- [Directions]
A faithful copy of all the data is the goal; omit the pictures.

- [Data to examine]
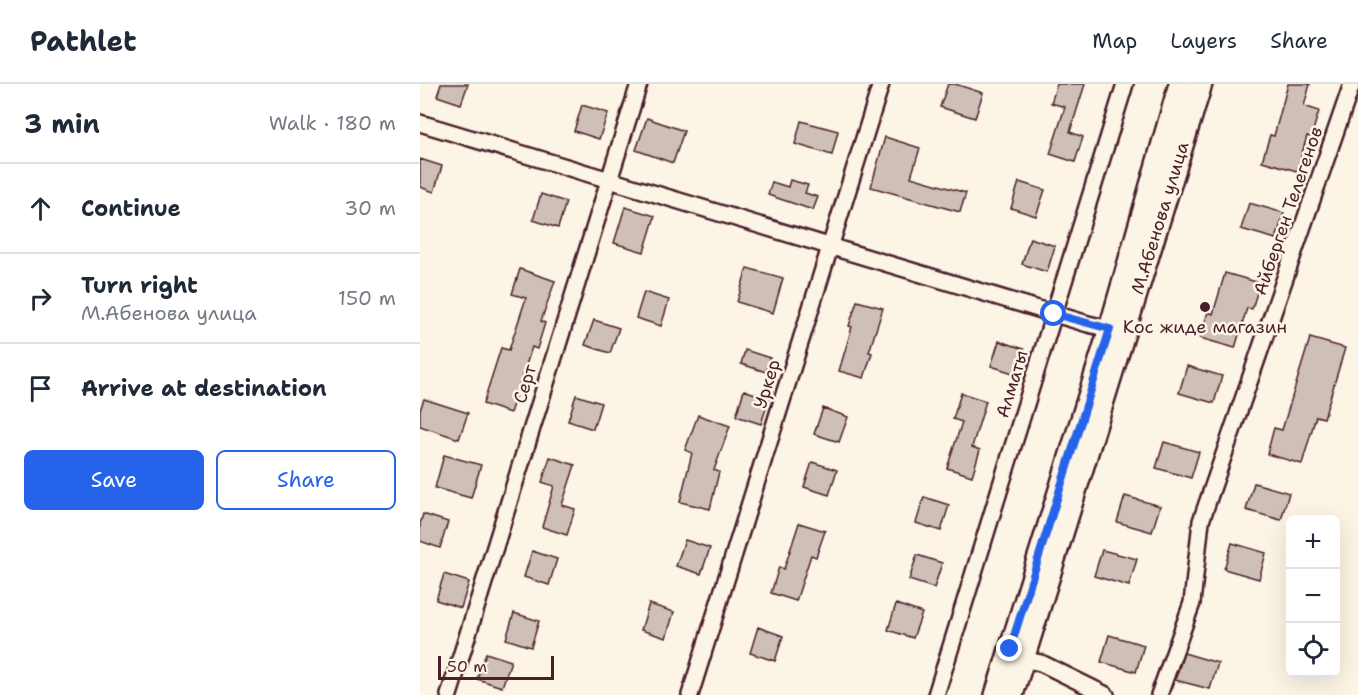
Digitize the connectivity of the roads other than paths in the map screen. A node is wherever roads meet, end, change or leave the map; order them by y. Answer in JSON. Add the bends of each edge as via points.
{"nodes":[{"id":1,"x":639,"y":84,"type":"edge"},
{"id":2,"x":881,"y":84,"type":"edge"},
{"id":3,"x":1125,"y":84,"type":"edge"},
{"id":4,"x":1180,"y":84,"type":"edge"},
{"id":5,"x":1201,"y":84,"type":"edge"},
{"id":6,"x":1353,"y":84,"type":"edge"},
{"id":7,"x":420,"y":123,"type":"edge"},
{"id":8,"x":609,"y":180,"type":"junction"},
{"id":9,"x":830,"y":247,"type":"junction"},
{"id":10,"x":1054,"y":314,"type":"junction"},
{"id":11,"x":1110,"y":329,"type":"junction"},
{"id":12,"x":1022,"y":659,"type":"junction"},
{"id":13,"x":449,"y":695,"type":"edge"},
{"id":14,"x":690,"y":695,"type":"edge"},
{"id":15,"x":936,"y":695,"type":"edge"},
{"id":16,"x":996,"y":695,"type":"edge"},
{"id":17,"x":1011,"y":695,"type":"edge"},
{"id":18,"x":1106,"y":695,"type":"edge"},
{"id":19,"x":1159,"y":695,"type":"edge"}],
"edges":[{"from":1,"to":8,"type":"street","name":"Серт"},
{"from":2,"to":9,"type":"street","name":"Уркер"},
{"from":3,"to":10,"type":"street","name":"Алматы"},
{"from":4,"to":11,"type":"main road","name":"М.Абенова улица"},
{"from":5,"to":12,"type":"main road","name":"М.Абенова улица"},
{"from":6,"to":19,"type":"street","name":"Айберген Телегенов","via":[[1201,521],[1192,603]]},
{"from":7,"to":8,"type":"street"},
{"from":8,"to":9,"type":"street"},
{"from":8,"to":13,"type":"street","name":"Серт"},
{"from":9,"to":10,"type":"street"},
{"from":9,"to":14,"type":"street","name":"Уркер"},
{"from":10,"to":11,"type":"street"},
{"from":10,"to":15,"type":"street","name":"Алматы"},
{"from":11,"to":16,"type":"main road","name":"М.Абенова улица"},
{"from":12,"to":17,"type":"main road","name":"М.Абенова улица"},
{"from":12,"to":18,"type":"street","via":[[1041,663]]}]}
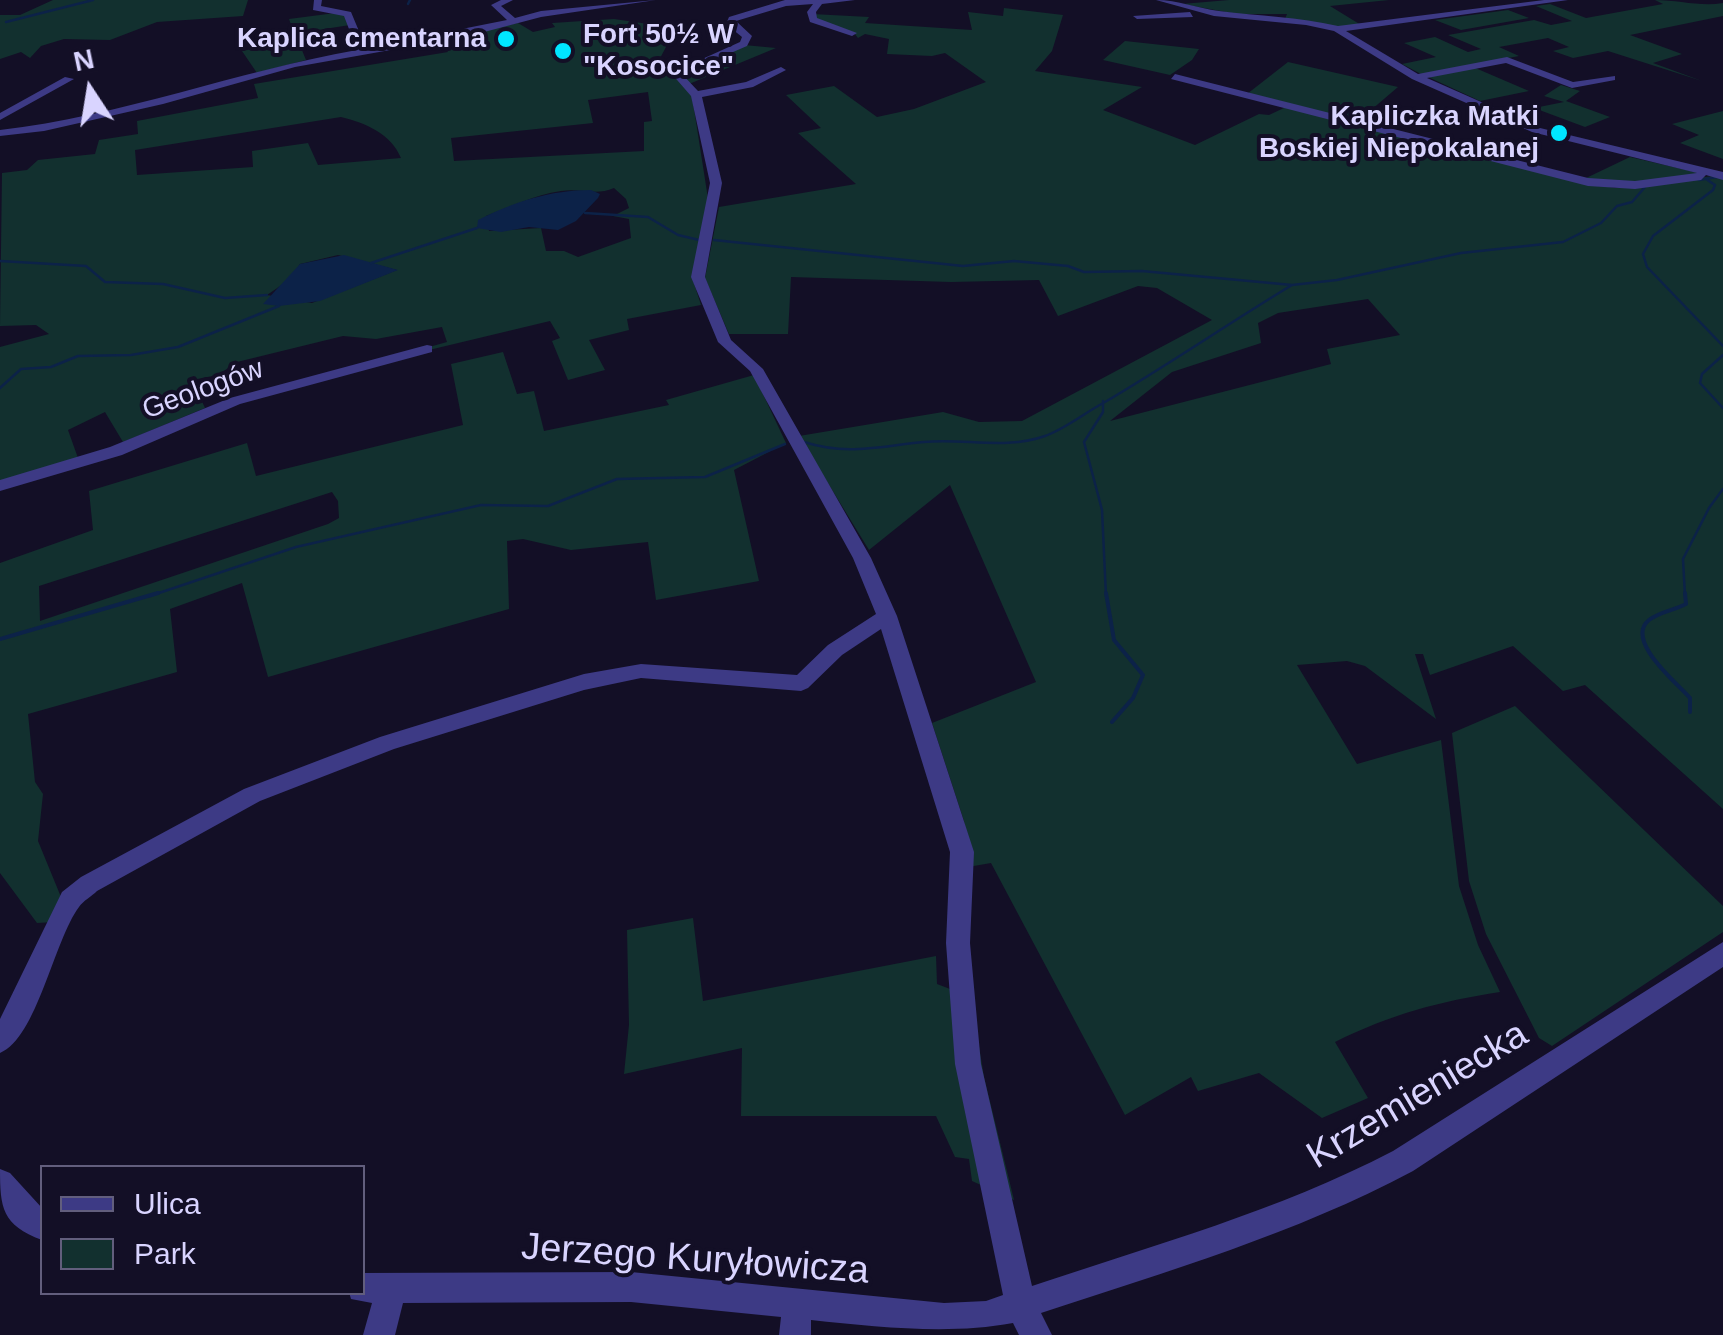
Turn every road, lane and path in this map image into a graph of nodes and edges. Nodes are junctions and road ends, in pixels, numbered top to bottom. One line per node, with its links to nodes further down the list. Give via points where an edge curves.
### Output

- [Expected answer]
Digitize the connectivity of the roads other than paths in the map screen. A node is wherever roads meet, end, change or leave the map; order them by y. Answer in JSON. Add the bends of each edge as via points.
{"nodes":[{"id":1,"x":639,"y":84,"type":"edge"},
{"id":2,"x":881,"y":84,"type":"edge"},
{"id":3,"x":1125,"y":84,"type":"edge"},
{"id":4,"x":1180,"y":84,"type":"edge"},
{"id":5,"x":1201,"y":84,"type":"edge"},
{"id":6,"x":1353,"y":84,"type":"edge"},
{"id":7,"x":420,"y":123,"type":"edge"},
{"id":8,"x":609,"y":180,"type":"junction"},
{"id":9,"x":830,"y":247,"type":"junction"},
{"id":10,"x":1054,"y":314,"type":"junction"},
{"id":11,"x":1110,"y":329,"type":"junction"},
{"id":12,"x":1022,"y":659,"type":"junction"},
{"id":13,"x":449,"y":695,"type":"edge"},
{"id":14,"x":690,"y":695,"type":"edge"},
{"id":15,"x":936,"y":695,"type":"edge"},
{"id":16,"x":996,"y":695,"type":"edge"},
{"id":17,"x":1011,"y":695,"type":"edge"},
{"id":18,"x":1106,"y":695,"type":"edge"},
{"id":19,"x":1159,"y":695,"type":"edge"}],
"edges":[{"from":1,"to":8,"type":"street","name":"Серт"},
{"from":2,"to":9,"type":"street","name":"Уркер"},
{"from":3,"to":10,"type":"street","name":"Алматы"},
{"from":4,"to":11,"type":"main road","name":"М.Абенова улица"},
{"from":5,"to":12,"type":"main road","name":"М.Абенова улица"},
{"from":6,"to":19,"type":"street","name":"Айберген Телегенов","via":[[1201,521],[1192,603]]},
{"from":7,"to":8,"type":"street"},
{"from":8,"to":9,"type":"street"},
{"from":8,"to":13,"type":"street","name":"Серт"},
{"from":9,"to":10,"type":"street"},
{"from":9,"to":14,"type":"street","name":"Уркер"},
{"from":10,"to":11,"type":"street"},
{"from":10,"to":15,"type":"street","name":"Алматы"},
{"from":11,"to":16,"type":"main road","name":"М.Абенова улица"},
{"from":12,"to":17,"type":"main road","name":"М.Абенова улица"},
{"from":12,"to":18,"type":"street","via":[[1041,663]]}]}
Turn every road, lane and path in this map image into a graph of nodes and edges. Nodes are junctions and road ends, in pixels, numbered top to bottom. One line per node, with its links to nodes further down the list. Give via points where an edge curves.
### Output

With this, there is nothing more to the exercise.